A few years later, we found the director Todd Kessler, who directedBlues Clues and Keith. I said to him, “Look Todd, I'm excited to work with you. I want to take more acting classes. Can you suggest another coach?” And he was like, “You're a musician and this story is really close to your life. I don't think you'll need classes. Just understand the story and relate it to your life.” So I really started digging into it the storyline about this artist, Lee De Leo, who tried to make it in London, didn't succeed, and came home despondent. Eventually he got back into carnival and was re-inspired to make music because it made people happy — somebody rejuvenated his passion. This is my story.

Did you have a similar lull in your career?

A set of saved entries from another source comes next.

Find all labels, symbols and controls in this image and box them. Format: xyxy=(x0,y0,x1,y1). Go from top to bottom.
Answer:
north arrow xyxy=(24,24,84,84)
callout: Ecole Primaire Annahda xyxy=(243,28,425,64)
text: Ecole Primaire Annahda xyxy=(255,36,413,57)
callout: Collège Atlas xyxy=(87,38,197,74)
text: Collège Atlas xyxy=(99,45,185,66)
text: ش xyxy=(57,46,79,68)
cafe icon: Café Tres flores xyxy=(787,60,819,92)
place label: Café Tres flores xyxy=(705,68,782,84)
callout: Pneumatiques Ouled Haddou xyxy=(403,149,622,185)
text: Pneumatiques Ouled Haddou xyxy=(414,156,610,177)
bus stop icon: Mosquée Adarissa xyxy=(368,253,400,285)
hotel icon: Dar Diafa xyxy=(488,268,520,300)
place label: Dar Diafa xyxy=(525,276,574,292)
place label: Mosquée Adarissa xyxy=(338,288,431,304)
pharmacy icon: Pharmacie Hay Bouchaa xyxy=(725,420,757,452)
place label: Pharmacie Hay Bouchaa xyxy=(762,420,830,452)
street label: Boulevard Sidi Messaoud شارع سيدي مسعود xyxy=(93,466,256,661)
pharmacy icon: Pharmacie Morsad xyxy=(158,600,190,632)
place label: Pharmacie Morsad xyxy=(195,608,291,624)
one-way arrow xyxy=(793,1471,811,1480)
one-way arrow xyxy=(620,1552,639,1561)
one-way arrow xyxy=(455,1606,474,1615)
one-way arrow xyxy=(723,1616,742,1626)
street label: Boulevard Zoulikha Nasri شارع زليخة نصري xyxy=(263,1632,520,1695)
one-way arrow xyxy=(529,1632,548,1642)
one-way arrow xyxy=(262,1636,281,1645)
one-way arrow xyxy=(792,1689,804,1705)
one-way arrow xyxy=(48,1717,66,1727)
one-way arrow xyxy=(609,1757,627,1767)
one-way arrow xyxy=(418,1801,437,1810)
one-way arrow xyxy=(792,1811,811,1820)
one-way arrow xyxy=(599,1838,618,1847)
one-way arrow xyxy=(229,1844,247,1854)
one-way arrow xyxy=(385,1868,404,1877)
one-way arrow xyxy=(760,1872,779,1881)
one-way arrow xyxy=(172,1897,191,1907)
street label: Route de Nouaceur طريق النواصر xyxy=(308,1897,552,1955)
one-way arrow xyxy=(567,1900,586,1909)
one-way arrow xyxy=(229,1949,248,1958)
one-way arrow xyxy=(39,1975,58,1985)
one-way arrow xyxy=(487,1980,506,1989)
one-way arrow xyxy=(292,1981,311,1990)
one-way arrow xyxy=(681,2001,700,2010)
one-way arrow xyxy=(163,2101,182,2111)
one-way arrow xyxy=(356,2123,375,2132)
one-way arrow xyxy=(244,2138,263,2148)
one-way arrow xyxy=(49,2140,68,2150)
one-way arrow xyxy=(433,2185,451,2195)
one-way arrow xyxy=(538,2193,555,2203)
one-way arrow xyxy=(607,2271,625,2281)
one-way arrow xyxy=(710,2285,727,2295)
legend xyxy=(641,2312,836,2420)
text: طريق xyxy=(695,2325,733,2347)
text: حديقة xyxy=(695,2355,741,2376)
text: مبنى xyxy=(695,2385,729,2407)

Many. Maybe four. Especially coming out of London. I was signed [to a major label] in New York City by Ahmet Ertegun, who had signed Aretha Franklin and Ray Charles under Atlantic Records. They sent me to London to produce my album. I was working with producers who were really fast-paced. They were trying to find the 2-step sound or this next sound. They would say to me, “You're a mixture of Sisqo, Sean Paul, and the Caribbean Michael Jackson. Let's cook it up.” I always wanted to take it slow and explain what soca was.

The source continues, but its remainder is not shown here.